Felipe: Sure, there are local elections coming now, and the reading we get is that the parties of the more reformist left who bet on this path of municipal elections, and next year’s presidential and parliamentary elections, what they want is to package the demands of the student movement toward institutionalization—strengthening their own political alternative as a tool for conflict resolution. We think that this is an illusion that is often created in any electoral path especially with the big parties like the democratic one and so on, who are largely responsible for the current situation. So then, neither the state nor the political party system deliver basic conditions to the social movement or to the student movement in particular, to be able to see them as a solution.
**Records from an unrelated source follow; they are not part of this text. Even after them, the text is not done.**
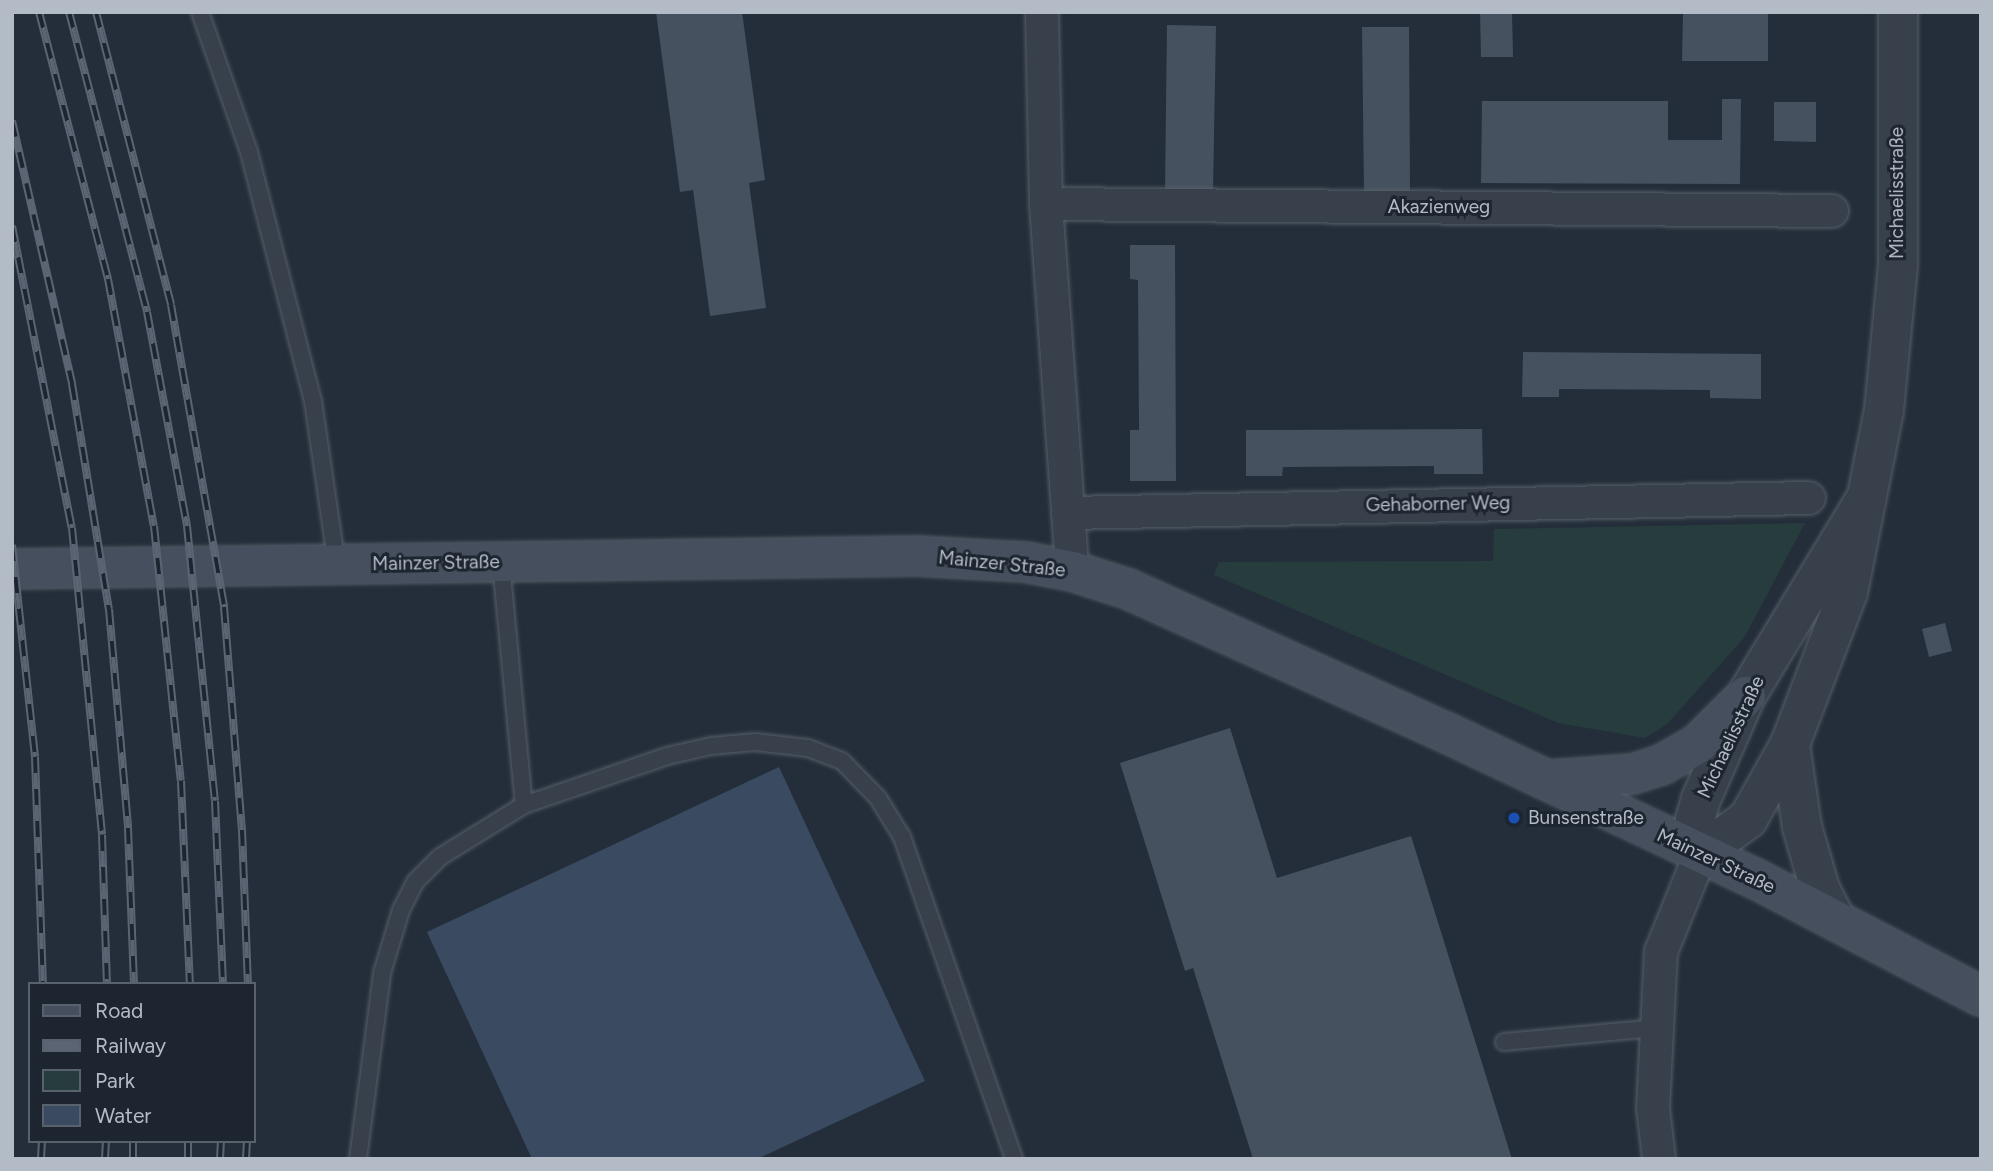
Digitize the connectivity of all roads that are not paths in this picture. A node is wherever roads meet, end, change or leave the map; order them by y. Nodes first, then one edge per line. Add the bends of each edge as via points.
1 (200, 12) edge
2 (1042, 12) edge
3 (1898, 12) edge
4 (1046, 204) junction
5 (1832, 211) dead end
6 (1809, 498) dead end
7 (1866, 498) junction
8 (1068, 513) junction
9 (501, 563) junction
10 (337, 565) junction
11 (12, 569) edge
12 (1072, 571) junction
13 (1746, 696) junction
14 (1790, 744) junction
15 (1545, 780) junction
16 (524, 805) junction
17 (1701, 853) junction
18 (1836, 920) junction
19 (1981, 996) edge
20 (1656, 1028) junction
21 (1504, 1042) dead end
22 (358, 1159) edge
23 (1014, 1159) edge
24 (1659, 1159) edge

1 - 10 lane via 248,152 313,401
2 - 4 street
3 - 7 street, Michaelisstraße via 1898,265 1884,410
4 - 5 street, Akazienweg
4 - 8 street
6 - 8 street, Gehaborner Weg
7 - 13 street, Michaelisstraße
7 - 14 street, Michaelisstraße via 1848,592
8 - 12 street
9 - 10 main road, Mainzer Straße
9 - 12 main road, Mainzer Straße via 917,556 1025,562
9 - 16 lane
10 - 11 main road, Mainzer Straße
12 - 15 main road, Mainzer Straße via 1128,589
13 - 15 main road via 1698,744 1663,764 1620,776
13 - 17 street, Michaelisstraße via 1701,799 1695,820
14 - 17 street, Michaelisstraße via 1748,819
14 - 18 street via 1798,815 1820,889
15 - 17 main road, Mainzer Straße
16 - 22 lane via 440,857 415,882 401,909 382,974
16 - 23 lane via 667,756 711,746 755,742 808,748 842,761 878,798 902,837
17 - 18 main road, Mainzer Straße
17 - 20 street via 1661,952
18 - 19 main road, Mainzer Straße
20 - 21 lane
20 - 24 street via 1653,1108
So, of course, it all presents a problem because the idea that the elections are part of the solution will be presented with great force and from many sectors, so there we have to see how we are able to maneuver and prevent the social movement from being co-opted.
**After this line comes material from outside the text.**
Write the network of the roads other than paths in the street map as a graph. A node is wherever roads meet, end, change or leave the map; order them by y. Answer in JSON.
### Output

Scott: What relations and exchanges are there between the student movement and other struggles in Chile, such as workers, households, etc.?

Felipe: Look, I think starting from 2011 with the series of fights that I already described, the regional conflicts that develop both in Magallanes, as in Aysén, in the northern mining areas, the environmental struggles, the student struggles, and the different trade union struggles and mobilizations taking place, allowed us to understand one thing: Chile is a country deeply dependent on the capitalist periphery of the world, and a place where resources are highly concentrated in a few hands, in a few families. The responsible ones for the environmental conflicts with thermal or hydro plants, the poor working conditions, the low wages, and the extreme privatization that we already have with the education system, with the debt problem, and having to pay quadruple the cost of rent, are all the same culprits. They are the same entrepreneurs, they are the same faces, and the same holdings—national or international, repeated again and again. So, the enemy is finally clear. And it’s not a matter of values, not a matter of uniting the different causes due to some metaphysical reason, it is a concrete thing. We face an economic, political, and social system that is concrete, that has concrete and real expressions in our daily lives, and which deeply intersects the different spheres of our lives. In that sense, the student movement as well as other struggles have been slowly trying to understand this reality and trying to articulate in some way or another a political alternative to deal with these facts. That is a long and very difficult process in a country that is just recovering from the defeats suffered by the popular movement, which is just rebuilding its organizations after the defeats of the years '88 and '73, when fear reigned massively even until 2011, and where social organizations are really disarmed still. But we have seen some pretty encouraging signs, some union sectors such as the miners or longshoremen where libertarians have a pretty important position, have organized sympathy strikes paralyzing labor [inaudible] which is something not seen since the days of popular unity. So there are some encouraging signs that are positive though very isolated at the moment, but they still allow us to believe that it is possible to move towards a reconstruction of the popular movement and they also allows us to slowly build a political alternative.

Scott: Ok, perfect. Thanks.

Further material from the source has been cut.